Your answer should consist of the lines holding "Marie", copied from the material below.

━━━ Dataset ━━━

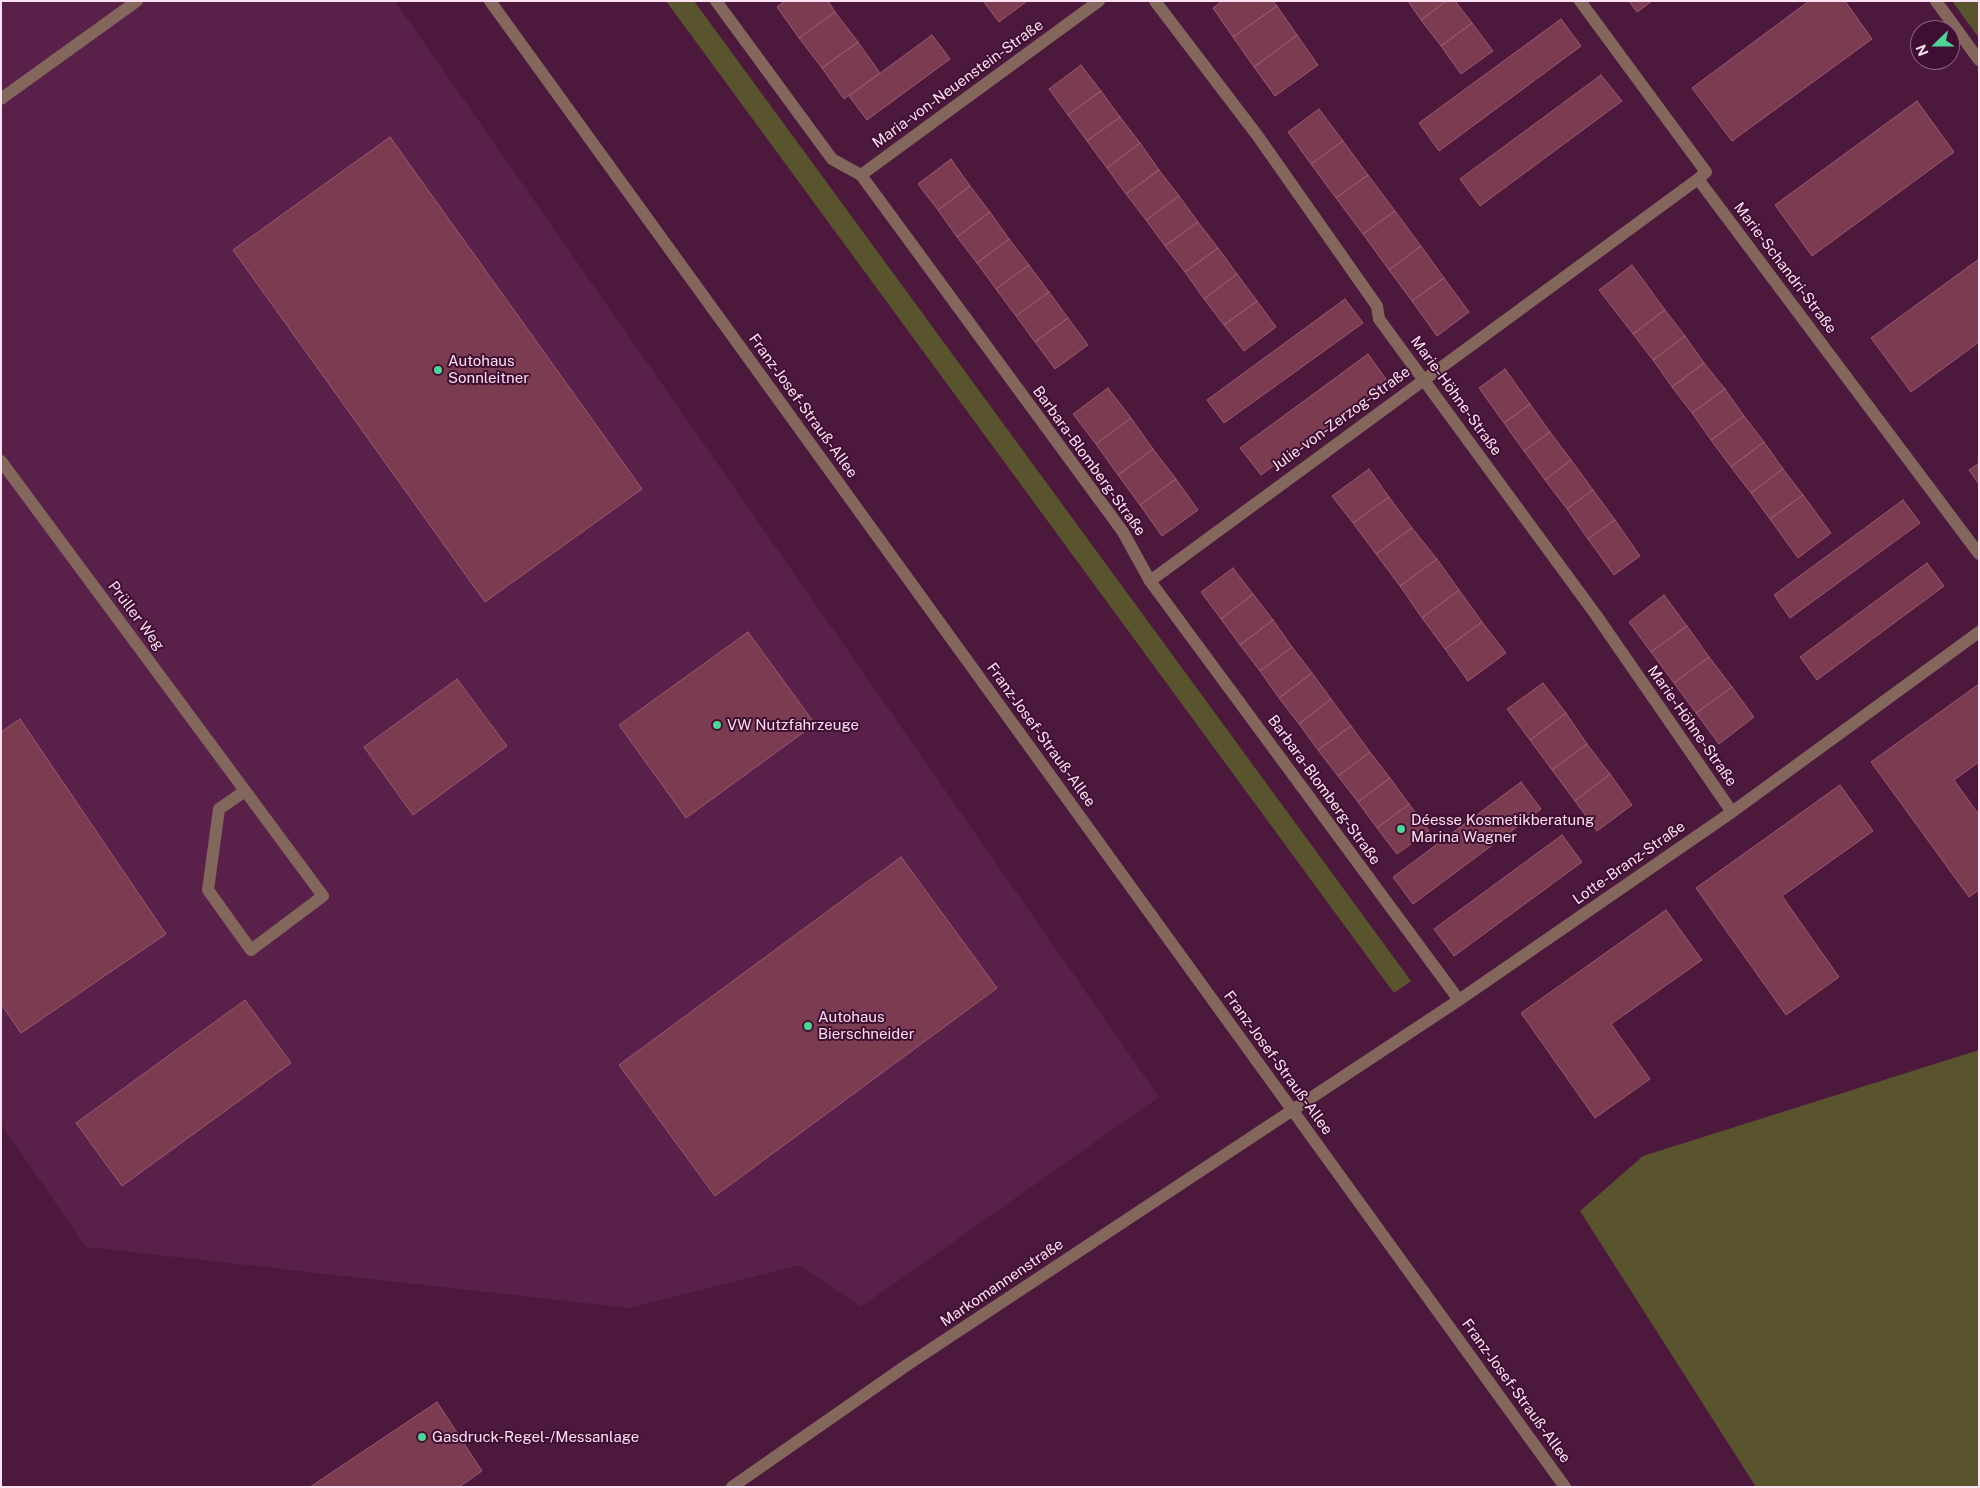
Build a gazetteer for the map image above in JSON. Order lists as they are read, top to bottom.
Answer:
{
  "streets": {
    "street": [
      "Maria-von-Neuenstein-Straße",
      "Marie-Schandri-Straße",
      "Marie-Höhne-Straße",
      "Franz-Josef-Strauß-Allee",
      "Julie-von-Zerzog-Straße",
      "Barbara-Blomberg-Straße",
      "Prüller Weg",
      "Lotte-Branz-Straße",
      "Markomannenstraße"
    ]
  },
  "crossings": [
    ["Maria-von-Neuenstein-Straße", "Barbara-Blomberg-Straße"],
    ["Marie-Schandri-Straße", "Julie-von-Zerzog-Straße"],
    ["Marie-Höhne-Straße", "Julie-von-Zerzog-Straße"],
    ["Marie-Höhne-Straße", "Lotte-Branz-Straße"],
    ["Franz-Josef-Strauß-Allee", "Lotte-Branz-Straße"],
    ["Franz-Josef-Strauß-Allee", "Markomannenstraße"],
    ["Julie-von-Zerzog-Straße", "Barbara-Blomberg-Straße"],
    ["Barbara-Blomberg-Straße", "Lotte-Branz-Straße"],
    ["Lotte-Branz-Straße", "Markomannenstraße"]
  ],
  "places": [
    "Autohaus Sonnleitner",
    "VW Nutzfahrzeuge",
    "Déesse Kosmetikberatung Marina Wagner",
    "Autohaus Bierschneider",
    "Gasdruck-Regel-/Messanlage"
  ],
  "north": "left"
}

━━━

**Answer for this exercise**
      "Marie-Schandri-Straße",
      "Marie-Höhne-Straße",
    ["Marie-Schandri-Straße", "Julie-von-Zerzog-Straße"],
    ["Marie-Höhne-Straße", "Julie-von-Zerzog-Straße"],
    ["Marie-Höhne-Straße", "Lotte-Branz-Straße"],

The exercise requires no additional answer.